In less than a year, the Tesla Model S has created a new category of car: the electric luxury sport sedan.

But with impending launches by two experienced, prestigious German luxury brands, will Tesla find the Model S facing new competition among wealthy buyers who like plugging in to drive?

We just drove the 2014 Porsche Panamera S E-Hybrid, the first-ever plug-in hybrid car from the famed German sports-car brand now owned by Volkswagen.

That car will go on sale for 2014, and is expected to find its largest audience among wealthy Californians--who get a number of incentives to drive fully or partly on electricity.

Porsche, then Benz

Then, in September, the Frankfurt Motor Show will see the unveiling of the Mercedes-Benz S-Class Plug-In Hybrid--first shown as the Vision S 500 Plug-In Hybrid concept in 2009.

Both German cars are projected to do 15 to 25 miles on electricity alone, reverting to conventional hybrids when the battery pack is depleted.

It's the same concept as plug-in hybrids from Toyota, Ford, and Honda--but at a much more luxurious, capable, and high-priced level.

Can they lure buyers?

So will buyers who might otherwise have gone for a Tesla Model S be lured away to a Porsche or Mercedes-Benz plug-in hybrid instead?

Either car would give them electric range around town, with the backup of hundreds of miles on gasoline without the adding complication of visiting Tesla Supercharger stations or the full process of battery swapping.

That's the premise, anyhow, of a post on the SeekingAlpha investment website.

2013 Tesla Model S

2013 Tesla Model S

The writer, we should note, has sold shares of Tesla Motors [NSDQ:TSLA] short--meaning he has an interest in seeing the stock price go down on bad news.

But he raises a valid question nonetheless.

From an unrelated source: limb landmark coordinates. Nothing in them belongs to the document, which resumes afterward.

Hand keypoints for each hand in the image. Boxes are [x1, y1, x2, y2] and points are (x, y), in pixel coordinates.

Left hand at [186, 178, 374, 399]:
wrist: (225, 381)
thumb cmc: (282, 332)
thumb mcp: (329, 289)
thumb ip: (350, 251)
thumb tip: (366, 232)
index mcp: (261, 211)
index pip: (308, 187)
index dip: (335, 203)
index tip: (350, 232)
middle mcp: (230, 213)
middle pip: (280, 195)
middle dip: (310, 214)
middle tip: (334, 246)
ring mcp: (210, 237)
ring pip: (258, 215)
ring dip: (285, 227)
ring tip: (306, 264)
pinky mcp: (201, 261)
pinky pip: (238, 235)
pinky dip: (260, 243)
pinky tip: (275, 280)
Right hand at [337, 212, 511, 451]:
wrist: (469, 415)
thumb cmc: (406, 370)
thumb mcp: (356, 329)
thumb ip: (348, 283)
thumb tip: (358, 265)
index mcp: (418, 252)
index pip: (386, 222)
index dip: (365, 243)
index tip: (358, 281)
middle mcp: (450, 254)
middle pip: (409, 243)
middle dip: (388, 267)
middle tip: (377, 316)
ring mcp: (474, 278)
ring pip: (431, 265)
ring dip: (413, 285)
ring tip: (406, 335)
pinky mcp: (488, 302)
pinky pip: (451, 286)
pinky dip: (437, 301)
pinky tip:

From January through March, the Tesla Model S outsold full-size luxury sedans from Audi, BMW, Mercedes-Benz, and Porsche in the U.S. Three of those four competitor offer hybrid models, but none have plugs.

And that's about to change.

Porsche: 22 electric miles

Moreover, the upcoming plug-in Panamera appears to be genuinely good on the road, with true Porsche performance and handling--not to mention a larger rear seat than the Model S.

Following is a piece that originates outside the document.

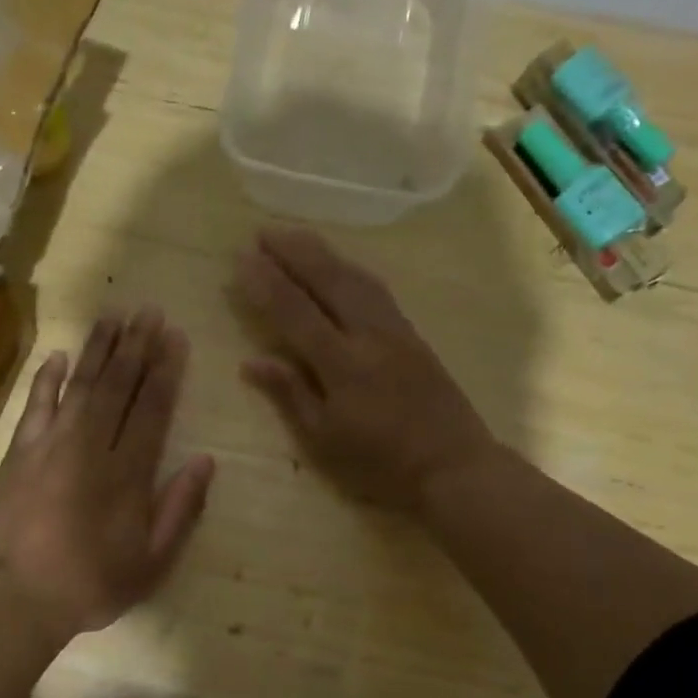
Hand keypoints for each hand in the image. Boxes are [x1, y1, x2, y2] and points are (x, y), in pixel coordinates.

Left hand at [0, 308, 216, 641]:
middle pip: (118, 386)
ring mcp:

It's effectively a Panamera S Hybrid with a 9.4-kilowatt-hour battery pack--almost eight times larger than the conventional hybrid's--giving it a stated all-electric range of 22 miles.

It will arrive later this year at selected Porsche dealers, starting at a price of $99,000 (almost $30,000 more than the base Model S).

The 2014 Mercedes-Benz S Class was just unveiled this evening at an event in Hamburg. We were there

The 2014 Mercedes-Benz S Class was just unveiled this evening at an event in Hamburg. We were there

A bit less is known about final specs for the plug-in hybrid Mercedes-Benz S-Class, which we'll see in September.

But given that model's position at the pinnacle of the Mercedes-Benz model range, it's bound to be competitive with other German contenders, and most likely the Tesla as well.

The Silicon Valley startup is just now starting to sell the Model S in Europe, and it'll come right up against these plug-in German sedans within the year.

Will Tesla find it harder going when it competitors offer 20 miles on grid power? Or will the battery-only Model S retain its unique position?

(Or, as one colleague suggested, might some wealthy drivers simply add one of each to their multi-car stables?)